• **Task**
Please print each entry below exactly as it reads.

• **Supplied material**
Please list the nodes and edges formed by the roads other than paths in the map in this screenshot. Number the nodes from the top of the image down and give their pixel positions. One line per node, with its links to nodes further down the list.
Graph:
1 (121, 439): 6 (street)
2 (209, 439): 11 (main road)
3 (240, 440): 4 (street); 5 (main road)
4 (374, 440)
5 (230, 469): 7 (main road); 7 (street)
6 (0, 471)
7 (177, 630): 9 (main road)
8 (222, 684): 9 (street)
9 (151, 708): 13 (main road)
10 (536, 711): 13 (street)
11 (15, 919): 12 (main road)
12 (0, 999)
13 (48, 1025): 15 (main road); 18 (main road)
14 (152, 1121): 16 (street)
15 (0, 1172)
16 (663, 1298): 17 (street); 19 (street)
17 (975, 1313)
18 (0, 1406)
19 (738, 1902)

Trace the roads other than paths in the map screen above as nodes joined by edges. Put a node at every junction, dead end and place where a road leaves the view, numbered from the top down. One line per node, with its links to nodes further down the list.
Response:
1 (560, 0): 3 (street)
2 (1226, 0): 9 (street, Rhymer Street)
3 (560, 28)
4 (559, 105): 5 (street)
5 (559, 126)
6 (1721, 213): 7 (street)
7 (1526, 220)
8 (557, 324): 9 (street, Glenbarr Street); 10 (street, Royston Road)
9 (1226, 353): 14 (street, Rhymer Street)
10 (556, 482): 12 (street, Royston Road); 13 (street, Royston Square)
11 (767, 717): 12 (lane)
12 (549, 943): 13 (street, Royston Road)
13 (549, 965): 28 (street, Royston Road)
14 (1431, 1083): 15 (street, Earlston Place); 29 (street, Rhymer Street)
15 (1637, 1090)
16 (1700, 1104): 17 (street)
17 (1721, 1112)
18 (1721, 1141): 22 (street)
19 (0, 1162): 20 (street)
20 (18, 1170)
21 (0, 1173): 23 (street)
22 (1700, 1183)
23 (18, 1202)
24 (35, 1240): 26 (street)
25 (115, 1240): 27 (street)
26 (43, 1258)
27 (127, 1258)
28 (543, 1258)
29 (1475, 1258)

• **Output of the task**
Please list the nodes and edges formed by the roads other than paths in the map in this screenshot. Number the nodes from the top of the image down and give their pixel positions. One line per node, with its links to nodes further down the list.
Graph:
1 (121, 439): 6 (street)
2 (209, 439): 11 (main road)
3 (240, 440): 4 (street); 5 (main road)
4 (374, 440)
5 (230, 469): 7 (main road); 7 (street)
6 (0, 471)
7 (177, 630): 9 (main road)
8 (222, 684): 9 (street)
9 (151, 708): 13 (main road)
10 (536, 711): 13 (street)
11 (15, 919): 12 (main road)
12 (0, 999)
13 (48, 1025): 15 (main road); 18 (main road)
14 (152, 1121): 16 (street)
15 (0, 1172)
16 (663, 1298): 17 (street); 19 (street)
17 (975, 1313)
18 (0, 1406)
19 (738, 1902)

Trace the roads other than paths in the map screen above as nodes joined by edges. Put a node at every junction, dead end and place where a road leaves the view, numbered from the top down. One line per node, with its links to nodes further down the list.
Response:
1 (560, 0): 3 (street)
2 (1226, 0): 9 (street, Rhymer Street)
3 (560, 28)
4 (559, 105): 5 (street)
5 (559, 126)
6 (1721, 213): 7 (street)
7 (1526, 220)
8 (557, 324): 9 (street, Glenbarr Street); 10 (street, Royston Road)
9 (1226, 353): 14 (street, Rhymer Street)
10 (556, 482): 12 (street, Royston Road); 13 (street, Royston Square)
11 (767, 717): 12 (lane)
12 (549, 943): 13 (street, Royston Road)
13 (549, 965): 28 (street, Royston Road)
14 (1431, 1083): 15 (street, Earlston Place); 29 (street, Rhymer Street)
15 (1637, 1090)
16 (1700, 1104): 17 (street)
17 (1721, 1112)
18 (1721, 1141): 22 (street)
19 (0, 1162): 20 (street)
20 (18, 1170)
21 (0, 1173): 23 (street)
22 (1700, 1183)
23 (18, 1202)
24 (35, 1240): 26 (street)
25 (115, 1240): 27 (street)
26 (43, 1258)
27 (127, 1258)
28 (543, 1258)
29 (1475, 1258)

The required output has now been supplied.